On Mon, Aug 17, 2009 at 5:31 AM, William Stein<wst...@gmail.com> wrote:
>
> On Mon, Aug 17, 2009 at 3:20 AM, Ondrej Certik<ond...@certik.cz> wrote:
>>
>> On Mon, Aug 17, 2009 at 4:09 AM, Ondrej Certik<ond...@certik.cz> wrote:
>>> On Mon, Aug 17, 2009 at 3:51 AM, William Stein<wst...@gmail.com> wrote:
>>>>
>>>> On Mon, Aug 17, 2009 at 2:40 AM, Ondrej Certik<ond...@certik.cz> wrote:
>>>>>
>>>>> On Mon, Aug 17, 2009 at 2:26 AM, William Stein<wst...@gmail.com> wrote:
>>>>>>
>>>>>> On Mon, Aug 17, 2009 at 1:14 AM, Ondrej Certik<ond...@certik.cz> wrote:
>>>>>>>
>>>>>>> Hi,
>>>>>>>
>>>>>>> at the scipy 09 conference I am going to compare Sage and sympy
>>>>>>> approaches to factoring (and timings) and longer term approaches, so I
>>>>>>> have a few questions about it, so that I understand things correctly.
>>>>>>> If I do:
>>>>>>>
>>>>>>> sage: var("x y z")
>>>>>>> (x, y, z)
>>>>>>> sage: a = (x+y+z)**20
>>>>>>> sage: b = a.expand()
>>>>>>> sage: %time c = factor(b)
>>>>>>> CPU times: user 0.14 s, sys: 0.00 s, total: 0.15 s
>>>>>>> Wall time: 0.15 s
>>>>>>>
>>>>>>>
>>>>>>> 1) it uses pari, right?
>>>>>>
>>>>>> NO. Pari has no functionality at all for doing anything nontrivial
>>>>>> with multivariate polynomials. Do b.factor?? to see the source.
>>>>>> Sage tries to convert b to a poly over QQ, this works, then it calls
>>>>>> SINGULAR to factor that.
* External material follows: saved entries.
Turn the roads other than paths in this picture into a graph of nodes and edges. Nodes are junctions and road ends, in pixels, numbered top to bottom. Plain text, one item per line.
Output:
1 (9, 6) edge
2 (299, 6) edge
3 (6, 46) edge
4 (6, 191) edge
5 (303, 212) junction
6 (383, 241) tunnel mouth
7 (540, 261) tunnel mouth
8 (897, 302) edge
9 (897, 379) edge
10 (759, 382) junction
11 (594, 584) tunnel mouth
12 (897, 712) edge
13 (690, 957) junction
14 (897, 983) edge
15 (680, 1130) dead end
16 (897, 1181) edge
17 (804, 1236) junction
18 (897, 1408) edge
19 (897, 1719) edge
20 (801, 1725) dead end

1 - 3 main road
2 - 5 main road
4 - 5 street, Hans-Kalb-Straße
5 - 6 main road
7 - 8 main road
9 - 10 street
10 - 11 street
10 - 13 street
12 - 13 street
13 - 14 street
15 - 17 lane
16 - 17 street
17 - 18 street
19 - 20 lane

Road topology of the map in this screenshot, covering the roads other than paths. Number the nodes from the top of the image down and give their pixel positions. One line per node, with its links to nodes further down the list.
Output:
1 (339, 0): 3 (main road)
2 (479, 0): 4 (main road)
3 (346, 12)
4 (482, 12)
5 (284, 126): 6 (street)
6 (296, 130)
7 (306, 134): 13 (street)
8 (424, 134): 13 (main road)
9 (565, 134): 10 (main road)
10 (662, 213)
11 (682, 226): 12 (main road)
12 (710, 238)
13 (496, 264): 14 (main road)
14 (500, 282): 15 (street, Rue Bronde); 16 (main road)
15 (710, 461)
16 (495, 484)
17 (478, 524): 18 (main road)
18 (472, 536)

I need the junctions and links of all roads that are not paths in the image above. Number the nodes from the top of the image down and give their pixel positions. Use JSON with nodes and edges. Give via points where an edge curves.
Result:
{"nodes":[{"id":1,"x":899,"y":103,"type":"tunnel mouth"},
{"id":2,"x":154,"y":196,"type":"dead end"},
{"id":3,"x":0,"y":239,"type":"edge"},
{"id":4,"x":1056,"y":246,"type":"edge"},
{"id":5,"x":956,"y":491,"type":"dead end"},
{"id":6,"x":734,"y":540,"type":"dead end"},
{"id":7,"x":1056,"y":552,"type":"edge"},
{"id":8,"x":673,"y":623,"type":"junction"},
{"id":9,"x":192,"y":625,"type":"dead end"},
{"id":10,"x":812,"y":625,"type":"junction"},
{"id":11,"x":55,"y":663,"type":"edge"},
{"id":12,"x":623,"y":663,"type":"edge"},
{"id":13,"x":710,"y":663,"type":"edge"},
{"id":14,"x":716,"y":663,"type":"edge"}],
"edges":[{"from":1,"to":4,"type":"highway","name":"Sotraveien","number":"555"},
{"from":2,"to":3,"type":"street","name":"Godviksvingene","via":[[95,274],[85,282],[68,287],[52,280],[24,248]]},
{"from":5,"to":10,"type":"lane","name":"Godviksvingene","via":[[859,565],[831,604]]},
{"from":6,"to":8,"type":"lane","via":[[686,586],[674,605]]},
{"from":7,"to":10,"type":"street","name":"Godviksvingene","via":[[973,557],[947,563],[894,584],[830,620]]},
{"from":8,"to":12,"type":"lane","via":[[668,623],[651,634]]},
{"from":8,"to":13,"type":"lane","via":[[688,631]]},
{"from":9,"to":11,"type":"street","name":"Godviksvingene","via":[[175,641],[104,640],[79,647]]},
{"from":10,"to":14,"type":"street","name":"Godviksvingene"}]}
If conversion doesn't work, it falls back to
>>>>>> Maxima right now.
>>>>>
>>>>> Thanks for all the clarifications, this answers all my questions. I
>>>>> was looking into the function couple days ago and I don't know how I
>>>>> got the impression that it uses pari -- when I looked now, it indeed
>>>>> uses singular and spends most of the time in the conversion.
>>>>>
>>>>> We are now roughly on the level of maxima with our new not yet
>>>>> reviewed poly patches to sympy:
>>>>>
>>>>> http://code.google.com/p/sympy/issues/detail?id=1598
>>>>>
>>>>> and with gmpy (but otherwise still pure python) it's only about 4x
>>>>> slower than sage + singular, but that's because Sage also is pure
>>>>> python here, so after cythonizing the conversion in Sage it will
>>>>> probably be 100x faster (as you suggested) --- so I am curious how
>>>>> fast sympy's factor will be after cythonizing it a bit too.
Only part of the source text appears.